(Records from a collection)
BEGIN
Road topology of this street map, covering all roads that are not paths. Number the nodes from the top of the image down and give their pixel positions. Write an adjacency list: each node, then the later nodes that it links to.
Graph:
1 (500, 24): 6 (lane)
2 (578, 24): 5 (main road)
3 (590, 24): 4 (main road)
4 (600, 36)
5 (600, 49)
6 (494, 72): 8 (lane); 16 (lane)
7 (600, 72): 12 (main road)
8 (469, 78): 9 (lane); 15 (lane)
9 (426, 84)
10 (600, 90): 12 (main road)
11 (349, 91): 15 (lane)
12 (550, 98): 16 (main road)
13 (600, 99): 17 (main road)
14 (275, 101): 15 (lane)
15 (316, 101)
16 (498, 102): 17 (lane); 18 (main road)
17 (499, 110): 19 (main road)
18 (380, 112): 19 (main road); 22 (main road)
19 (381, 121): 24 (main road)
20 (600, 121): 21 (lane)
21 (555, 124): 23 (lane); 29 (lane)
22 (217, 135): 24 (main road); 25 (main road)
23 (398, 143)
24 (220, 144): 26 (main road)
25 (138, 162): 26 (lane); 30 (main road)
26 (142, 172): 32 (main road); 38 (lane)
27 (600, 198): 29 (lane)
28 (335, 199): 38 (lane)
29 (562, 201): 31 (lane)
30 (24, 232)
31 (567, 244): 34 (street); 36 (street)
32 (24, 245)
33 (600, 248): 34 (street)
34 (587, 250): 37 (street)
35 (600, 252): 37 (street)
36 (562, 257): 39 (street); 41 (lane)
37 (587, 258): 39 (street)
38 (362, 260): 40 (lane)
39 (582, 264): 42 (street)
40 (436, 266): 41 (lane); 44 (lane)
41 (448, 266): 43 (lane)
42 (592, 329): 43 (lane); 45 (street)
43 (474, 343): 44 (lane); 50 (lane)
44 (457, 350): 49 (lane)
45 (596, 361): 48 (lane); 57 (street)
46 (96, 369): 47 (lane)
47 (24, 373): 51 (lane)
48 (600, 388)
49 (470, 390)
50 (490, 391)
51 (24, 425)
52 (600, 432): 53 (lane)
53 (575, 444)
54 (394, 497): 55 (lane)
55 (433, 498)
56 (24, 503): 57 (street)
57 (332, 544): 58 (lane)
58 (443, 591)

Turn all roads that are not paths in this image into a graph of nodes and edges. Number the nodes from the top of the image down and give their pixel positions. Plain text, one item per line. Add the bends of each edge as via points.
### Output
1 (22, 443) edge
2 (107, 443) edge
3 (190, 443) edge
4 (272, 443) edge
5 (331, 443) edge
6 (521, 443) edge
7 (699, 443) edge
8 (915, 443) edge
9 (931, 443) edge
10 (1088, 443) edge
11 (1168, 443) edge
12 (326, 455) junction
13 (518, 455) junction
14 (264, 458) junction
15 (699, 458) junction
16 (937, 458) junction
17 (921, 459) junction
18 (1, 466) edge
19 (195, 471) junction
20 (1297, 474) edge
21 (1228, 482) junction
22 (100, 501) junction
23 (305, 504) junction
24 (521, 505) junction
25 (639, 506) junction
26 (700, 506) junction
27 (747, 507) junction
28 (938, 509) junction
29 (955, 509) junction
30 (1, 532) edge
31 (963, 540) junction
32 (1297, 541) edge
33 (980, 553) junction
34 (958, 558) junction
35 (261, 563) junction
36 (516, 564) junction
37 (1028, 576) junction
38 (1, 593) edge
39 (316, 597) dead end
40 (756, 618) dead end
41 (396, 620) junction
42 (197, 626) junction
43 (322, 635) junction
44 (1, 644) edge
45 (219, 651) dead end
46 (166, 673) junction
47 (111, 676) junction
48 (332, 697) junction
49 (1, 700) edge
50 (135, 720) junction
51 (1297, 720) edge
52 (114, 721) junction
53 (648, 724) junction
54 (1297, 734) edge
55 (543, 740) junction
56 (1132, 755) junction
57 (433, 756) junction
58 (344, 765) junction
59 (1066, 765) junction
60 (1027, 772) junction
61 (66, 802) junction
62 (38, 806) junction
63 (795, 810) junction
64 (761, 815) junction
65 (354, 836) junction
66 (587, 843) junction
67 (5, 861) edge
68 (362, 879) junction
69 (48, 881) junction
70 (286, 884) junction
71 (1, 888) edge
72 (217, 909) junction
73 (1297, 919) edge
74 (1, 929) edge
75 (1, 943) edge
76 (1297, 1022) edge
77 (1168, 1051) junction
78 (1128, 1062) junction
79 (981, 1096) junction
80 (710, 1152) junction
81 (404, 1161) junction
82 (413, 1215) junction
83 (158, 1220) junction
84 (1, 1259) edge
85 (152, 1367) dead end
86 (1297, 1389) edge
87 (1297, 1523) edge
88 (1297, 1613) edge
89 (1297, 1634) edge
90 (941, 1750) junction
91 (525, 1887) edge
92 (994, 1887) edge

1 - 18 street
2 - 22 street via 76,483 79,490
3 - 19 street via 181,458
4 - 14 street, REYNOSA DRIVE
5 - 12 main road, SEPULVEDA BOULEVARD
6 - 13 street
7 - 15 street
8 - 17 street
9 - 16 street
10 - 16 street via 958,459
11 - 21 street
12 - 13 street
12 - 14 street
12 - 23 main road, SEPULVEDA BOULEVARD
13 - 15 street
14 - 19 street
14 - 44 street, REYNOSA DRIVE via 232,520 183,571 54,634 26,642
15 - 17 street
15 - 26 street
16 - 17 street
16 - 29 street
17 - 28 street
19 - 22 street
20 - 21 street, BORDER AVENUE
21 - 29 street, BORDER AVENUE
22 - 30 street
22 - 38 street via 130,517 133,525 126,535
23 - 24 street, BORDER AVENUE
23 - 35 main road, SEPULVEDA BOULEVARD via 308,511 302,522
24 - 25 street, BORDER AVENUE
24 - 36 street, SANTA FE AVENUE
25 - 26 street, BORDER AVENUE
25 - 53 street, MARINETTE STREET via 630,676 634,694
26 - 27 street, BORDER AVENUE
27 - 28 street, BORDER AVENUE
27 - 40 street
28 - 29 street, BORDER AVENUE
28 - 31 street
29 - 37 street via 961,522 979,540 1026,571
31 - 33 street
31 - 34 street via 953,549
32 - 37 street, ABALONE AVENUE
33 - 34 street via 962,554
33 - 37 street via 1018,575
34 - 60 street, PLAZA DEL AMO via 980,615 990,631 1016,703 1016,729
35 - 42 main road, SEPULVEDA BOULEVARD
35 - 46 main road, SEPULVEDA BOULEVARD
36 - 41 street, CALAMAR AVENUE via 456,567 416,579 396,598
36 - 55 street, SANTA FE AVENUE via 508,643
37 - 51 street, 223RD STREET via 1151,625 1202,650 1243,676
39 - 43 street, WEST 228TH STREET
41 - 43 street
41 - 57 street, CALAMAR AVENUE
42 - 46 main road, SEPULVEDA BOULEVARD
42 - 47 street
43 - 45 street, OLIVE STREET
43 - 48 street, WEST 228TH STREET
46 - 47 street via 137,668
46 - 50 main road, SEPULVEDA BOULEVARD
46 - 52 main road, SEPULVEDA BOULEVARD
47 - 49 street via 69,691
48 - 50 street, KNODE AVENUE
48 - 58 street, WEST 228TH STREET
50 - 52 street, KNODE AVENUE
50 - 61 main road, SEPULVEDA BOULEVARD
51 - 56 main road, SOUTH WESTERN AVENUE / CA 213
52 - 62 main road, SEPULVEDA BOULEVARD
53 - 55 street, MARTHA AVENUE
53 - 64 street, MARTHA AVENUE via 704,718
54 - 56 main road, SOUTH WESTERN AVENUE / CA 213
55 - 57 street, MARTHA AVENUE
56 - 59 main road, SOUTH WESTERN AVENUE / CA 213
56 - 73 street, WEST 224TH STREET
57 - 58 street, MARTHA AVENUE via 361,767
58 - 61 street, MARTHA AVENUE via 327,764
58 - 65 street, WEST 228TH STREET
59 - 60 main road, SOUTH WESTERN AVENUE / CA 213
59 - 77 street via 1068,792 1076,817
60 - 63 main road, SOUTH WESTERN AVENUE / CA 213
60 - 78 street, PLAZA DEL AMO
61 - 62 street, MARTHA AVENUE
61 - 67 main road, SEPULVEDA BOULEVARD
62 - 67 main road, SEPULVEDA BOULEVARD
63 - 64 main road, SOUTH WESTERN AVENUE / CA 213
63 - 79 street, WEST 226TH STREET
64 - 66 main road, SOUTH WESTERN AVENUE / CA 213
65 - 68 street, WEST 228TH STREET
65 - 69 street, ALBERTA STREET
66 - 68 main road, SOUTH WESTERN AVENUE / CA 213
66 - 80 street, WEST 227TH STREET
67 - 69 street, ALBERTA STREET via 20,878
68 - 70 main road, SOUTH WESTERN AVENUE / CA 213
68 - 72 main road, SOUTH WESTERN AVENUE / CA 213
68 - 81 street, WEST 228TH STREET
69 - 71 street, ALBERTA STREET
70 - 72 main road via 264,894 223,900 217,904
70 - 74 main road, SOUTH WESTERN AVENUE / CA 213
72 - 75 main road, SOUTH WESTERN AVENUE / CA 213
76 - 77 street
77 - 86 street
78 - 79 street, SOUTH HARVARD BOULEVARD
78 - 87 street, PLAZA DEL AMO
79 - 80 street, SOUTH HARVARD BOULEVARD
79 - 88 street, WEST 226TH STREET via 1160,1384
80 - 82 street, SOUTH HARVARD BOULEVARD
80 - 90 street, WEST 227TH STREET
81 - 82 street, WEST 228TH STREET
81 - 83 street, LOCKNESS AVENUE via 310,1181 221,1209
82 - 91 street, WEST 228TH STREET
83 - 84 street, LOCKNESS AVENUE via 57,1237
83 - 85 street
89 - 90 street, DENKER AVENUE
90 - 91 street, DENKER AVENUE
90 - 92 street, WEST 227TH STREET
END
• Problem: Please copy each line of the records above in which the word "BORDER" can be found.

• Answer space:
20 - 21 street, BORDER AVENUE
21 - 29 street, BORDER AVENUE
23 - 24 street, BORDER AVENUE
24 - 25 street, BORDER AVENUE
25 - 26 street, BORDER AVENUE
26 - 27 street, BORDER AVENUE
27 - 28 street, BORDER AVENUE
28 - 29 street, BORDER AVENUE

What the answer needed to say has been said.